Decrying the unregulated influx of foreigners into the nation’s petroleum industry, National Industrial Relation of Officer of PENGASSAN, Comrade Hyginus Chika Onuegbu, said, “A report issued in October 2010 has it that expatriates constitute a third of the workforce in the oil sector. One can only imagine the actual number now?
“When a foreigner comes to a developing country like Nigeria, he is called an expatriate irrespective of his professional standing, but when a Nigerian goes to Europe and America or a more developed country, he is called an immigrant. Immigrants are poorly paid. But expatriates enjoy unimaginable pay and dreamland privileges, which is very high even by the standard of their home country.”
Delivering a paper titled “The Nigerian Content Act: Issues and workers’v concerns” at the 2012 Port Harcourt International Oil and Gas Conference & Exhibition, he blamed the problem on poor monitoring and implementation of the Nigerian Oil and Gas Content Development Act 2010, among others.
According to him, “It is rather disheartening that two years after the passage of the Nigerian Oil and Gas Industry Content Development Act, 2010, the country is yet to notice any positive impact of the Act. The Nigerian Content Development and Monitoring Board, NCDMB, needs to wake up and aggressively pursue and deliver dividends to our people, communities and country.
“We will not be deceived by stage- managed events, adverts and proclamations.

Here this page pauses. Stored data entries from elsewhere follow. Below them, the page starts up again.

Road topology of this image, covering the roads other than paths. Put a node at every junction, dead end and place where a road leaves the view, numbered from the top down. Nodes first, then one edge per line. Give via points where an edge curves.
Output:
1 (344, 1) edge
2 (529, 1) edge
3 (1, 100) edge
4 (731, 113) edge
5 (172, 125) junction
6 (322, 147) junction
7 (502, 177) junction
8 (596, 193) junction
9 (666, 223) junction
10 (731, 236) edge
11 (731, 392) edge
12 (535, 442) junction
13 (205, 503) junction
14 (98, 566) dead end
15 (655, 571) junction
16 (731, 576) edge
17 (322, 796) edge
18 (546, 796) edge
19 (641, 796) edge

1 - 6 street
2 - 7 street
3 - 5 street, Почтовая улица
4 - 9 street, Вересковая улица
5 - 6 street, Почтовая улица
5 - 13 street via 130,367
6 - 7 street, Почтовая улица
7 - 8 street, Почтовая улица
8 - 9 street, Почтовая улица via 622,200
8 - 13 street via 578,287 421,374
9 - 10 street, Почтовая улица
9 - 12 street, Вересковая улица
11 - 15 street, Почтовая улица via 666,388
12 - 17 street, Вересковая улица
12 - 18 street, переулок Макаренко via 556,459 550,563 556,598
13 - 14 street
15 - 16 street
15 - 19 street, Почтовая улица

The truth is that we will continue to challenge these fictitious statistics with reality. We want to see our people being trained and assigned accountabilities in critical disciplines of the Oil and Gas Sector, not as figureheads for purpose of statistics.”
Comrade Onuegbu said another issue is the misinterpretation of the Act leading to abuse and unrestrained use of contract staffing and casualization.
He said “This is the only visible ‘benefit’ of this act today in Nigeria. This is very pathetic and contrary to the global trends in the employment in the oil and gas industry. For instance the Oil & Gas Global Salary Guide 2012 published by the Hay Group shows that the year 2011 saw a sharp rise in permanent staff as a percentage of the overall workforce.”
The PENGASSAN Industrial Relations Officer pointed out faulty and unpatriotic regulations by the NCDMB as part of the problem confronting the content act.
“It is very surprising and disheartening that the spirit and intent of the Nigerian Content Act is being seriously undermined by unpatriotic and illegal regulations made by the NCDMB. In fact, at a recent workshop last week in Lagos, organised by NEITI on PIB, attended by PENGASSAN and other stakeholders in the oil and gas industry, Senator Lee Maeba, who was the sponsor of the Nigerian Content Act 2010, made it clear that the many provisions of the NCDMB Guidelines are void to the extent of their conflict with the NCA provisions” he declared.